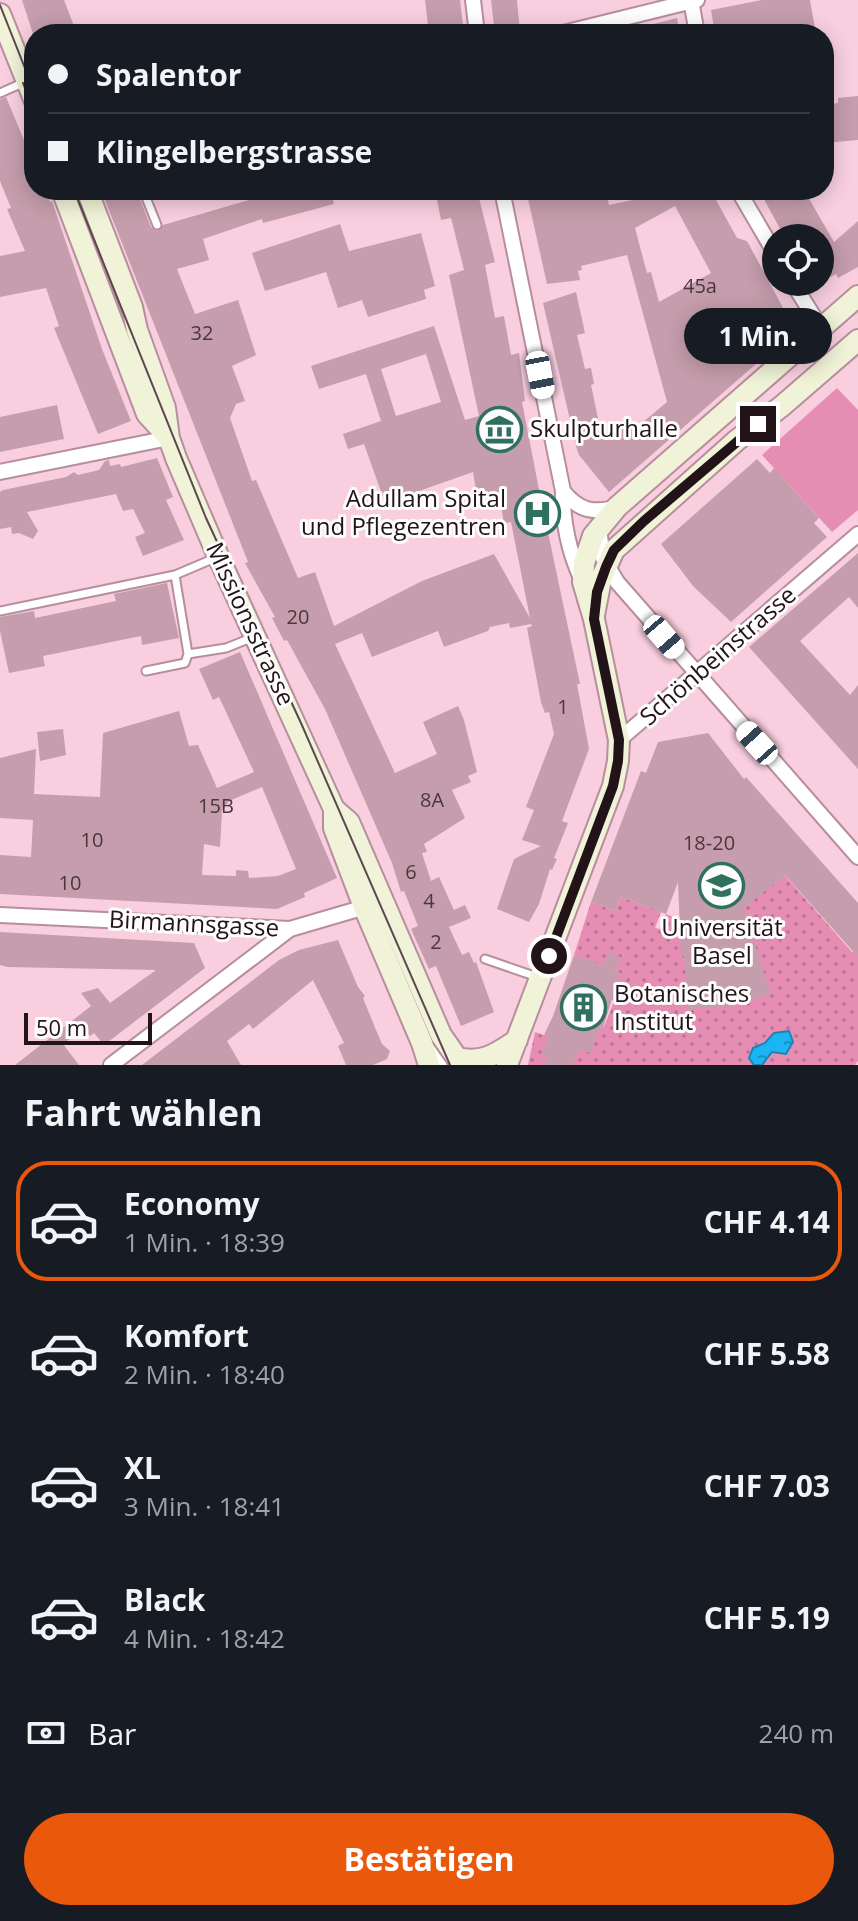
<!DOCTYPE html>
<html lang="de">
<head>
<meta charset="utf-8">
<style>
	body { margin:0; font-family:"Open Sans",sans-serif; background:#242831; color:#f1f3f6; height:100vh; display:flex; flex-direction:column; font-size:30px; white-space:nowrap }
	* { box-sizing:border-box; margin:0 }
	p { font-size:26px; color:#9ea1a6 }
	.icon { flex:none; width:44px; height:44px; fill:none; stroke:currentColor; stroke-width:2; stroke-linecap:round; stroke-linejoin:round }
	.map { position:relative; height:1065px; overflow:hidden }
	.drawer { display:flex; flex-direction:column; background:#171b24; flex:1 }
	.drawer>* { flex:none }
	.banner { position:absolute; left:24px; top:24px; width:810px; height:176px; border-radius:32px; box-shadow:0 4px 20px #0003; display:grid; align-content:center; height:176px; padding:0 24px; background:#171b24 }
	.fabs { position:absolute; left:762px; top:224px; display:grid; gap:16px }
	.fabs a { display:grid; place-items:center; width:72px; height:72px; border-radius:50%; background:#171b24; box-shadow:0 4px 20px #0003; font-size:40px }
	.scale { position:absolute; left:24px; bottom:20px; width:128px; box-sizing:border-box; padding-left:8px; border:4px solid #221319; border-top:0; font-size:22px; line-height:28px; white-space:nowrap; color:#221319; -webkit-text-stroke:6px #fdfdfd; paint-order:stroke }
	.end { position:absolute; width:36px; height:36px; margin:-18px; border:10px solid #221319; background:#fff; box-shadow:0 0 0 4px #fff }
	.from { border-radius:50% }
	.bubble { position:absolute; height:56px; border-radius:28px; background:#171b24; box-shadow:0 4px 20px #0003; font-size:26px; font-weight:700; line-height:56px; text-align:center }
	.car { position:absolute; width:24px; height:48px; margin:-24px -12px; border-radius:10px; box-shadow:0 0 6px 2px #0007; background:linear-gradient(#fff 24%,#345 0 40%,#fff 0 76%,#345 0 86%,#fff 0) }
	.banner b { display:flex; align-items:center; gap:28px; height:76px; font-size:30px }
	.banner b+b { border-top:2px solid #363941 }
	.banner i { width:20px; height:20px; background:#f1f3f6 }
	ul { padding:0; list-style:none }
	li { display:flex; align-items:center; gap:24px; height:120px; margin:0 16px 12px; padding:0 8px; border:4px solid transparent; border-radius:32px }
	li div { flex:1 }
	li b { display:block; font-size:30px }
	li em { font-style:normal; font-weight:700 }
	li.on { border-color:#ea580c }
	li>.icon { width:72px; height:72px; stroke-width:1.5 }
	h2 { padding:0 24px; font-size:36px; line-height:96px }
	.pay { display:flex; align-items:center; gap:20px; height:88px; padding:0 24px; font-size:30px }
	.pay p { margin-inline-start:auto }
	.button { display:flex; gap:16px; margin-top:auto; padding:16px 24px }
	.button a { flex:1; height:92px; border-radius:48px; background:#ea580c; color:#fff; font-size:32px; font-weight:700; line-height:92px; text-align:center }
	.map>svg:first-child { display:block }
</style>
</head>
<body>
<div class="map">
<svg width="858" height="1065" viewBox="0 0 858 1065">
	<defs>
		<pattern id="garden-dots" width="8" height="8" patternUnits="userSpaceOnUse" patternTransform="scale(2)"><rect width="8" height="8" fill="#e68db3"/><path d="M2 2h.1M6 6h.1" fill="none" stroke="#ba7291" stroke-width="1.8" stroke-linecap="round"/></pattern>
		<pattern id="water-ripples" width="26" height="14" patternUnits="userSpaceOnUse" patternTransform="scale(2)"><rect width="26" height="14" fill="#1bb5f3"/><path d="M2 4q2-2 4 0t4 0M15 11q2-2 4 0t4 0" fill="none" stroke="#1892c4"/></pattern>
	</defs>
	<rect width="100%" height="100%" fill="#f9cfdf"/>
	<path fill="#e68db3" d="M 837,388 L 858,410 L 858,510 L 832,532 L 762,455 Z"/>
	<path fill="url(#garden-dots)" d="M 782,872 L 852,952 L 858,948 L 858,1061 L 855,1065 L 528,1065 L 535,1032 L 559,1040 L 598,1026 L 604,1027 L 614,1001 L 608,998 L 620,973 L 574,955 L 591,902 L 615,911 L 621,897 L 661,912 L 655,928 L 660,929 L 666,914 L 678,919 L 680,927 L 715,940 L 744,908 L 780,878 Z"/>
	<path fill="url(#water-ripples)" stroke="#1d84b2" stroke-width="2" d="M 789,1031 L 793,1042 L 786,1054 L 772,1052 L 762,1065 L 754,1065 L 749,1058 L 753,1048 L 765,1043 L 774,1033 Z"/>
	<path fill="#c59dac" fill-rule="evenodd" d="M 22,0 L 64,0 L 77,34 L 33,34 Z
		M 425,0 L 460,0 L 464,34 L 429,34 Z
		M 491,0 L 517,0 L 520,32 L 495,34 Z
		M 762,0 L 810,0 L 816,34 L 715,34 L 711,10 Z
		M 677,18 L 680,34 L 635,34 L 634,29 Z
		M 858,96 L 858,140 L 824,143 L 824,105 L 838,103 L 838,98 Z
		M 6,97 L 34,164 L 34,190 L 45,190 L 50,202 L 52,201 L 102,349 L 131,421 L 98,434 L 54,328 L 59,326 L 46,288 L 0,297 L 0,256 L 25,251 L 7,209 L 11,208 L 0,181 L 0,99 Z
		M 101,190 L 141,190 L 139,197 L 151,227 L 157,231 L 163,225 L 284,190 L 330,190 L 334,204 L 263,223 L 262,219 L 203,239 L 209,260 L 177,269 L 195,314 L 238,300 L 256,355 L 232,366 L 245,401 L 236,404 L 230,418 L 252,481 L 256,480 L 298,578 L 315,572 L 334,626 L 422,581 L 494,554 L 530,618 L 511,522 L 504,523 L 499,495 L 477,496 L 473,472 L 385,503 L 364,444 L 348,449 L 343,434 L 381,421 L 366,374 L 319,389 L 311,366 L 434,326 L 465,420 L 479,416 L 449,275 L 464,270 L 451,218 L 441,220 L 435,190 L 477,190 L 495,262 L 485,265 L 495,318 L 504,316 L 511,355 L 519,353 L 525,401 L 522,402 L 542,505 L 546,505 L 549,522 L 546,523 L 580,684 L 577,684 L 589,749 L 562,821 L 568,823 L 554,858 L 557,859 L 552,870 L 550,869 L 539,904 L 529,922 L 497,909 L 514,859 L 541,846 L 522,840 L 534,810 L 526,807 L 554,734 L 549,712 L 545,713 L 541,702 L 527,628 L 532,626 L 531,624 L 510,628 L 509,623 L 490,627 L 488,631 L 444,647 L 438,631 L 372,657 L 362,633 L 335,644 L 395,773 L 437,754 L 423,722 L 458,706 L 464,720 L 477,772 L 468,776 L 471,782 L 452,790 L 465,818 L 424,844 L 427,852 L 422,853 L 431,881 L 439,877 L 454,910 L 465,905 L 471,918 L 449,927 L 462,955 L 469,952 L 474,963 L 476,962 L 494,1012 L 461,1026 L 436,966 L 429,969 L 411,929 L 418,926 L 404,891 L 401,892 L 392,863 L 325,709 L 287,640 L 284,641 L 272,618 L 275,617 L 245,563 L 248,562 ZM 426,354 L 441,402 L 396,416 L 381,369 Z
		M 526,190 L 606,190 L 609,205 L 638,199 L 653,190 L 722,190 L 716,200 L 737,238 L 747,241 L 795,330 L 609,492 L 579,455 L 576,446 L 543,303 L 576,292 L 585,333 L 577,335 L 585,369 L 591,368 L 594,384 L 591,385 L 602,437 L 624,420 L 630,426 L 635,422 L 636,428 L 667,402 L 627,255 L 581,266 L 582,270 L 578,271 L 580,280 L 547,284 ZM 675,206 L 711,273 L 659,302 L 651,272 L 647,273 L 635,228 Z
		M 759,190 L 804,190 L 834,242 L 858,221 L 858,267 L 838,278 L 836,274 L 820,283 L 820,238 L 785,238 Z
		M 340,224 L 349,251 L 421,233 L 435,286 L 424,290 L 426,299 L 368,317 L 362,300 L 338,308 L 326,272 L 265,291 L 252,253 Z
		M 57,405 L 64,439 L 0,452 L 0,417 Z
		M 157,458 L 173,497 L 166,500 L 184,540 L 143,556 L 135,537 L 145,533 L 133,509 L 123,511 L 116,494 L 27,512 L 38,531 L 33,539 L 19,533 L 12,534 L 11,527 L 0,529 L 0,492 L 3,490 L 66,477 L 74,472 L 78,475 L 99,470 L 105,461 L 109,460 L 110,466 L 120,464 L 121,467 Z
		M 757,459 L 770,473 L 774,468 L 819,518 L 814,523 L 827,537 L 731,622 L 693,586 L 661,544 Z
		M 858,553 L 858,608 L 849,597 L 800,641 L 850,695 L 858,685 L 858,769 L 749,647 Z
		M 167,583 L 179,638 L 142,645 L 141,636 L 43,656 L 45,666 L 9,673 L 0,631 L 0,617 L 34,611 L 35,618 L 116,601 L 114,594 Z
		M 240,652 L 337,878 L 304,893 L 305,897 L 277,909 L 0,894 L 0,855 L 31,857 L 33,820 L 0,818 L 0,758 L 36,749 L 34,794 L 100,797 L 103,733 L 179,711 L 189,746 L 198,745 L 217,788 L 254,772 L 219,697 L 213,700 L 199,669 ZM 262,787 L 296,869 L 278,876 L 249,878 L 248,871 L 236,870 L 236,876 L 202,875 L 204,844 L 220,847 L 222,811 L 229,801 Z
		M 63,729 L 66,755 L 40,761 L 37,732 Z
		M 708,733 L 744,779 L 746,777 L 858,903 L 858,957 L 785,875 L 744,908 L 748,935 L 752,934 L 771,994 L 733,1006 L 688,1009 L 684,956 L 681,956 L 678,882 L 666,914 L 621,897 L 615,911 L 591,902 L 641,771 L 646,773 L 658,742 Z
		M 0,932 L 194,943 L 205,968 L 104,1045 L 94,1033 L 90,1036 L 84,1028 L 63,1044 L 79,1065 L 15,1065 L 91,1006 L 81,993 L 98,988 L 110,1003 L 156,970 L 8,967 L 0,965 Z
		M 338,940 L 358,987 L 365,996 L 363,998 L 376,1030 L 382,1044 L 390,1051 L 387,1059 L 373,1065 L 346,1065 L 338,1046 L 344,1043 L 313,980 L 253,1029 L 249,1024 L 227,1041 L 241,1065 L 142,1065 L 279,960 L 299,950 Z
		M 609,952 L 621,957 L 615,971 L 620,973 L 603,1028 L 600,1026 L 590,1053 L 579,1049 L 573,1065 L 544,1065 L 547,1057 L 542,1055 L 548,1037 L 544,1035 L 553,1016 L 574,955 L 603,965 Z"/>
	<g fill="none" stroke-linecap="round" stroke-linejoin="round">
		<defs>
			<path id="service" d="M 0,93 L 25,82
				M 620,191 L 622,190
				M 145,195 L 157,225
				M 0,611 L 175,575 L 215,558
				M 188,654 L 226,648 L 251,638
				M 146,671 L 185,663 L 188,654 L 175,575
				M 485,959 L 540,978
				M 431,1048 L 443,1065"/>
			<path id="minor" d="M 473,0 L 477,34
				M 691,0 L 697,34
				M 559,34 L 697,0
				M 502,190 L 563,491 C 562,520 569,552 581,578
				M 738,190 L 776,255
				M 792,282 L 821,328
				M 0,472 L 169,438
				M 563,491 C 579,511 594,514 617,507
				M 599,529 L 603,558 L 617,582 L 858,857
				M 619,740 L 858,534
				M 0,915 L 290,929 L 372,905
				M 111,1065 L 290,929"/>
			<path id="secondary" d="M 0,14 L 34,99
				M 62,190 L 147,414 L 169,438
				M 87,190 L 132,307 L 137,330 L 165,408 L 169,438 L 176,458 L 218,556 L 334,809 L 349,822 L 441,1035 L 462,1065
				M 594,615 L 601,579 L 614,550 L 737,440 L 782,406 L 858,340
				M 334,809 L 334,828 L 364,907 L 422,1043 L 429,1065
				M 457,1058 C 483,1064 496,1054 517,1040
				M 507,1065 L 613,786 L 618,761 L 619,740 L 594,619 L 583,582 L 584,563 L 593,536 L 617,507 L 858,296"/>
		</defs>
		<use href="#service" stroke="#b68e9e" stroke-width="11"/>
		<use href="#minor" stroke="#b68e9e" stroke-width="18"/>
		<use href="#secondary" stroke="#b68e9e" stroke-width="24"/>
		<use href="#service" stroke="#fff" stroke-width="7"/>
		<use href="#minor" stroke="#fff" stroke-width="14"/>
		<use href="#secondary" stroke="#f0f3d7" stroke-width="20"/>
		<path stroke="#5d4750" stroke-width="2" d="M 0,5 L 34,91
			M 23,83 L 34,110
			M 74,190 L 206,518 L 301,723 L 450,1065"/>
	</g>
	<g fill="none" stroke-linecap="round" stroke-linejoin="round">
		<path stroke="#221319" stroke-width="10" d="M 549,956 L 613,786 L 618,761 L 619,740 L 594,619 L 597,592 L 606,567 L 614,550 L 644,521 L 758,424"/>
	</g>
	<defs>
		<symbol id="museum-ring" viewBox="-11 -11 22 22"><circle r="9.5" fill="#fdfdfd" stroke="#30705f" stroke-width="1.5"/><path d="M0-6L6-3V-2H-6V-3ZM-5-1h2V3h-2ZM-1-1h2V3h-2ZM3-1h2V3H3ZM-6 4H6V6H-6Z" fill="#30705f"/></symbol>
		<symbol id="hospital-ring" viewBox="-11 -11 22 22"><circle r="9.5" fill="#fdfdfd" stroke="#30705f" stroke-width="1.5"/><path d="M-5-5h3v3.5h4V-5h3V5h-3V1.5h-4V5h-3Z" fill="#30705f"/></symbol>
		<symbol id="university-ring" viewBox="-11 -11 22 22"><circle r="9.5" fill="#fdfdfd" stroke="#30705f" stroke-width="1.5"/><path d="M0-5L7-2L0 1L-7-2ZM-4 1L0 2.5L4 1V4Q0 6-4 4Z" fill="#30705f"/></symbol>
		<symbol id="building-ring" viewBox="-11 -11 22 22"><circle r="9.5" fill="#fdfdfd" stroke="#30705f" stroke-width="1.5"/><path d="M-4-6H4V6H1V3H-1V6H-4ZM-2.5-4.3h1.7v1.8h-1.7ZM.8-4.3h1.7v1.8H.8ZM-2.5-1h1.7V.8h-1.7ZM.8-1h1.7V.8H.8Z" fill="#30705f"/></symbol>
	</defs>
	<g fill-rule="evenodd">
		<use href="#museum-ring" x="474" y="404" width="51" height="51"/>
		<use href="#hospital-ring" x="512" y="488" width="51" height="51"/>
		<use href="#university-ring" x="696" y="860" width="51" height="51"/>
		<use href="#building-ring" x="558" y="982" width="51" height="51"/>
	</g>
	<g text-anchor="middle" stroke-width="6" stroke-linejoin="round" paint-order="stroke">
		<g font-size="20" fill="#4b363e">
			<text x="700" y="293">45a</text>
			<text x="202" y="340">32</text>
			<text x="298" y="624">20</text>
			<text x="563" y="714">1</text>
			<text x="432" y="807">8A</text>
			<text x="216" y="813">15B</text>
			<text x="92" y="847">10</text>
			<text x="709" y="850">18-20</text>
			<text x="411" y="879">6</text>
			<text x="70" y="890">10</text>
			<text x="429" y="908">4</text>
			<text x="436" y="949">2</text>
		</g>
		<g font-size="24" fill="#221319" stroke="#fdfdfd" text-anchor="start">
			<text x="530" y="437">Skulpturhalle</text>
			<text x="506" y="507" text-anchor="end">Adullam Spital<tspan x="506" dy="28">und Pflegezentren</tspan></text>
			<text x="722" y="936" text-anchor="middle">Universität<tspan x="722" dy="28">Basel</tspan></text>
			<text x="614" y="1002">Botanisches<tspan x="614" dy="28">Institut</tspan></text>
		</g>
		<g font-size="24" fill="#221319" stroke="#fdfdfd">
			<text transform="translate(250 624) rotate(65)" y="8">Missionsstrasse</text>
			<text transform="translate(718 656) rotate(-41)" y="8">Schönbeinstrasse</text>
			<text transform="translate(194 924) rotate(3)" y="8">Birmannsgasse</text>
		</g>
	</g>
</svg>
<div class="fabs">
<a><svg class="icon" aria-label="locate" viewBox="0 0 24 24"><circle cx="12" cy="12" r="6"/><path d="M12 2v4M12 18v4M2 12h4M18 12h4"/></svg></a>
</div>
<div class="scale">50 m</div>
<i class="end from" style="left:549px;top:956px"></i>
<i class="end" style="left:758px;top:424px"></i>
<div class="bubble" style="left:684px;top:308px;width:148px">1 Min.</div>
<i class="car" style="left:540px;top:375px;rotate:169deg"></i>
<i class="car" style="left:664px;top:637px;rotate:139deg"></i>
<i class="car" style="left:757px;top:743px;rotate:318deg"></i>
<div class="banner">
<b><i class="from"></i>Spalentor</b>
<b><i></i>Klingelbergstrasse</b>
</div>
</div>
<section class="drawer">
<h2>Fahrt wählen</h2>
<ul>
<li class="on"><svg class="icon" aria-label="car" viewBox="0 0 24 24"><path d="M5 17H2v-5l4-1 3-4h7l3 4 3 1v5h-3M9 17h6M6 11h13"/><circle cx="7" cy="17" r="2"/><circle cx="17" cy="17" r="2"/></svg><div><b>Economy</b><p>1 Min. · 18:39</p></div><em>CHF 4.14</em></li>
<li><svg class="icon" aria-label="car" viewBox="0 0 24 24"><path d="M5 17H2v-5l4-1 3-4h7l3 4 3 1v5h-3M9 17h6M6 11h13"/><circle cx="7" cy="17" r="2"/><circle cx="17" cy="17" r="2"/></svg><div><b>Komfort</b><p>2 Min. · 18:40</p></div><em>CHF 5.58</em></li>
<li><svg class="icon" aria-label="car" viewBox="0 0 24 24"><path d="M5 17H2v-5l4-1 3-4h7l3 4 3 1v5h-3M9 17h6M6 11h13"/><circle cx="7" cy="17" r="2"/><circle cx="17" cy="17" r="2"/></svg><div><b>XL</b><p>3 Min. · 18:41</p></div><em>CHF 7.03</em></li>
<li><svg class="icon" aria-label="car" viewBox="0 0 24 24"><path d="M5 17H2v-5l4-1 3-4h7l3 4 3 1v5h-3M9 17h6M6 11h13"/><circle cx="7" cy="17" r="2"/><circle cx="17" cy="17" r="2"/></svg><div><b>Black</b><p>4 Min. · 18:42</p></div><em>CHF 5.19</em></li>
</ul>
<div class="pay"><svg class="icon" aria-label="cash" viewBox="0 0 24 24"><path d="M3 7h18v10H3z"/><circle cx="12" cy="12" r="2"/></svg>Bar<p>240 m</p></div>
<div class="button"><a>Bestätigen</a></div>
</section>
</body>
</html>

- YOUR TASK: The answer should contain only the lines from the beginning of the material above through the line with "position:absolute; left:762px; top:224px;", retyped exactly, with the pictures removed.

- RESPONSE TO THE EXERCISE:
<!DOCTYPE html>
<html lang="de">
<head>
<meta charset="utf-8">
<style>
	body { margin:0; font-family:"Open Sans",sans-serif; background:#242831; color:#f1f3f6; height:100vh; display:flex; flex-direction:column; font-size:30px; white-space:nowrap }
	* { box-sizing:border-box; margin:0 }
	p { font-size:26px; color:#9ea1a6 }
	.icon { flex:none; width:44px; height:44px; fill:none; stroke:currentColor; stroke-width:2; stroke-linecap:round; stroke-linejoin:round }
	.map { position:relative; height:1065px; overflow:hidden }
	.drawer { display:flex; flex-direction:column; background:#171b24; flex:1 }
	.drawer>* { flex:none }
	.banner { position:absolute; left:24px; top:24px; width:810px; height:176px; border-radius:32px; box-shadow:0 4px 20px #0003; display:grid; align-content:center; height:176px; padding:0 24px; background:#171b24 }
	.fabs { position:absolute; left:762px; top:224px; display:grid; gap:16px }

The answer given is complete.